Die meisten literarischen Volltexte, die man im Netz findet, sind Public-Domain-Klassiker - wie etwa beim Project Gutenberg. Geldgenerator Stephen King brach seinen Online-Roman "The Plant" in der Hälfte ab, weil die Fans nicht die erwarteten Millionen überwiesen. Außerdem will ohnehin kein Mensch (ob mit oder ohne Gleitsichtbrille, aber das ist eine andere Geschichte) am Bildschirm lesen.
Bleibt also alles beim alten? Nicht ganz - denn ein paar junge Schriftsteller erinnern sich berufsbedingt sehr wohl an die verheißene Zukunft. Sie lassen sich von den Erbsenzählern in den Verlagen nicht davon abbringen, im Web was zu riskieren. Und der Erfolg gibt ihnen recht.
Da wäre zum Beispiel Cory Doctorow, der nicht nur das schöne Weblog "Boing Boing: A Directory of Wonderful Things" betreibt, sondern vor kurzem auch seinen Roman "Down and Out in the Magic Kingdom" (Tor Books) veröffentlichte - zum Leidwesen der Buchhalter nicht nur gedruckt, sondern auch zum kostenlosen Download im Internet. In den ersten vier Wochen wurde der witzige Cyberpunk-Krimi, der in einer Gesellschaft unendlichen Wohlstands UND in Disney World spielt, 75.000mal heruntergeladen. Trotzdem belegt er bei amazon.com den beachtlichen Verkaufsrang 678.
Jim Munroe wurde überhaupt erst durch das Net-Publishing seines ebenfalls sehr lesenswerten Romans "Angry Young Spaceman" von einem Verlag entdeckt und gilt heute mit dem Nachfolger "Everyone in Silico" (beide: Four Walls Eight Windows) als eine der großen Hoffnungen der englischsprachigen Phantastikszene. Nach wie vor kann man die meisten seiner Werke gratis über seine Website beziehen.

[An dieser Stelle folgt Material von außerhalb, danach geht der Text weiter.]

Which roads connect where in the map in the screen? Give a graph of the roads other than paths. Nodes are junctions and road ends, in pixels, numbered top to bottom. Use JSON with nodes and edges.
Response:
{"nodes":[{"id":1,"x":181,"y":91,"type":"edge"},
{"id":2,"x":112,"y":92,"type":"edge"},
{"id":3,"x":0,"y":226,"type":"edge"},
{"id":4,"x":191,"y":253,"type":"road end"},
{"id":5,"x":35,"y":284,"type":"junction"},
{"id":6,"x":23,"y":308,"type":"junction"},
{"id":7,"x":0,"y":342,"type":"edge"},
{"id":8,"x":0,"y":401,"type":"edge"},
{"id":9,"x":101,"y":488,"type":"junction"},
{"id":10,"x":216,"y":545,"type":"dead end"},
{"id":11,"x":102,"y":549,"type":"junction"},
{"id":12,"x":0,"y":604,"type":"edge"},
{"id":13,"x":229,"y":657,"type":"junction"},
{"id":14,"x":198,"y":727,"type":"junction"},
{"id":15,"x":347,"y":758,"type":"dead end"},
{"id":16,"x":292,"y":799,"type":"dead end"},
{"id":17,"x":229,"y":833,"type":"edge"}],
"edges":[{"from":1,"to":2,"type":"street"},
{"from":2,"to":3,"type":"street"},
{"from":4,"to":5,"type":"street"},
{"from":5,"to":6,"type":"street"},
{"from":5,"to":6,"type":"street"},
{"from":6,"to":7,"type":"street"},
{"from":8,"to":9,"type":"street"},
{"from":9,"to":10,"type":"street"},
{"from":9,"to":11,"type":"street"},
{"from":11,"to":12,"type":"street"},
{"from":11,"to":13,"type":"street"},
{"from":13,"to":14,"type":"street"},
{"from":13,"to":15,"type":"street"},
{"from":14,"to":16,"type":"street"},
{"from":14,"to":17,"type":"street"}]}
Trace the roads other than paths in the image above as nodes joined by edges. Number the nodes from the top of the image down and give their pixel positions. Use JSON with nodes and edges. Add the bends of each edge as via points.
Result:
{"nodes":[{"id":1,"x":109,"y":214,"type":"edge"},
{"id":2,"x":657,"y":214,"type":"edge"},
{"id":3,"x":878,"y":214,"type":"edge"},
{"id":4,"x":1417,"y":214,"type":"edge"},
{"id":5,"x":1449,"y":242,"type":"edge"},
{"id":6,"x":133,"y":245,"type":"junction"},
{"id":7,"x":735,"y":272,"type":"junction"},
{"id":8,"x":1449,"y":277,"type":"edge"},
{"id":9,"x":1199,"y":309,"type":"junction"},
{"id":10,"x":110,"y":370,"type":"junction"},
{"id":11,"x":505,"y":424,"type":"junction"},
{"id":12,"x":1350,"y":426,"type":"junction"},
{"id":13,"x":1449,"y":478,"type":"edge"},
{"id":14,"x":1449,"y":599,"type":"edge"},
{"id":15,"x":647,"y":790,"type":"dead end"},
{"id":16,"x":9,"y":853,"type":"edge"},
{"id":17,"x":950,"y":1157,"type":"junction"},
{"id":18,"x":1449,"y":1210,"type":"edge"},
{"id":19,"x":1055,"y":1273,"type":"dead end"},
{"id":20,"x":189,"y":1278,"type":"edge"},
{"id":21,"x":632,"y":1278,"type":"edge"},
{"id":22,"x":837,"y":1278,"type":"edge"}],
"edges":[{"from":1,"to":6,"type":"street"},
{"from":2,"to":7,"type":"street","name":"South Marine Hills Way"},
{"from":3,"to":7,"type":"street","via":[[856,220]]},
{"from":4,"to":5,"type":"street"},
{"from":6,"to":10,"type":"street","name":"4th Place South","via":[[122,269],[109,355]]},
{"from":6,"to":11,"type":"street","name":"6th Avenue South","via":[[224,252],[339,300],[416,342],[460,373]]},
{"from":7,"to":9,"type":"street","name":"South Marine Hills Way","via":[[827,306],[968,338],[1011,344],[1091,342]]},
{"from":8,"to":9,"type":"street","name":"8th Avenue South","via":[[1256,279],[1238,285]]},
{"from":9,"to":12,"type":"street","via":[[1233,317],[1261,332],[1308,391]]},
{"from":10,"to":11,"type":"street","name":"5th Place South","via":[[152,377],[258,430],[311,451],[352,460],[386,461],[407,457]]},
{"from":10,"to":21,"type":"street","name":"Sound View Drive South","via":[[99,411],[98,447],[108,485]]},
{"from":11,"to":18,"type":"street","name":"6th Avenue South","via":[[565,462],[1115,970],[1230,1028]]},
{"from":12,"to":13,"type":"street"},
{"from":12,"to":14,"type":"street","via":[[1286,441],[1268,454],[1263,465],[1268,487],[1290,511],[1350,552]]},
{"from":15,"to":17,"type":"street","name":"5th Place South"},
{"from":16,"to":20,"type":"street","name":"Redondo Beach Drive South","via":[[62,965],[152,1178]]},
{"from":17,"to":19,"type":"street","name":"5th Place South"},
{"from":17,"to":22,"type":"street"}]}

Daß Werbung so am besten funktioniert, hat auch der Münchner Andreas Winterer begriffen. Seine SF-Parodie "Cosmo Pollite" (Schwarten) zählt nach wie vor zu den lustigsten Büchern, die man in diesem Genre finden kann. Auf der zuständigen Website bietet Winterer nicht nur Leseproben, sondern auch jede Menge Kurzgeschichten über seinen futuristischen Deppenhelden Scott Bradley, die Lust auf mehr machen.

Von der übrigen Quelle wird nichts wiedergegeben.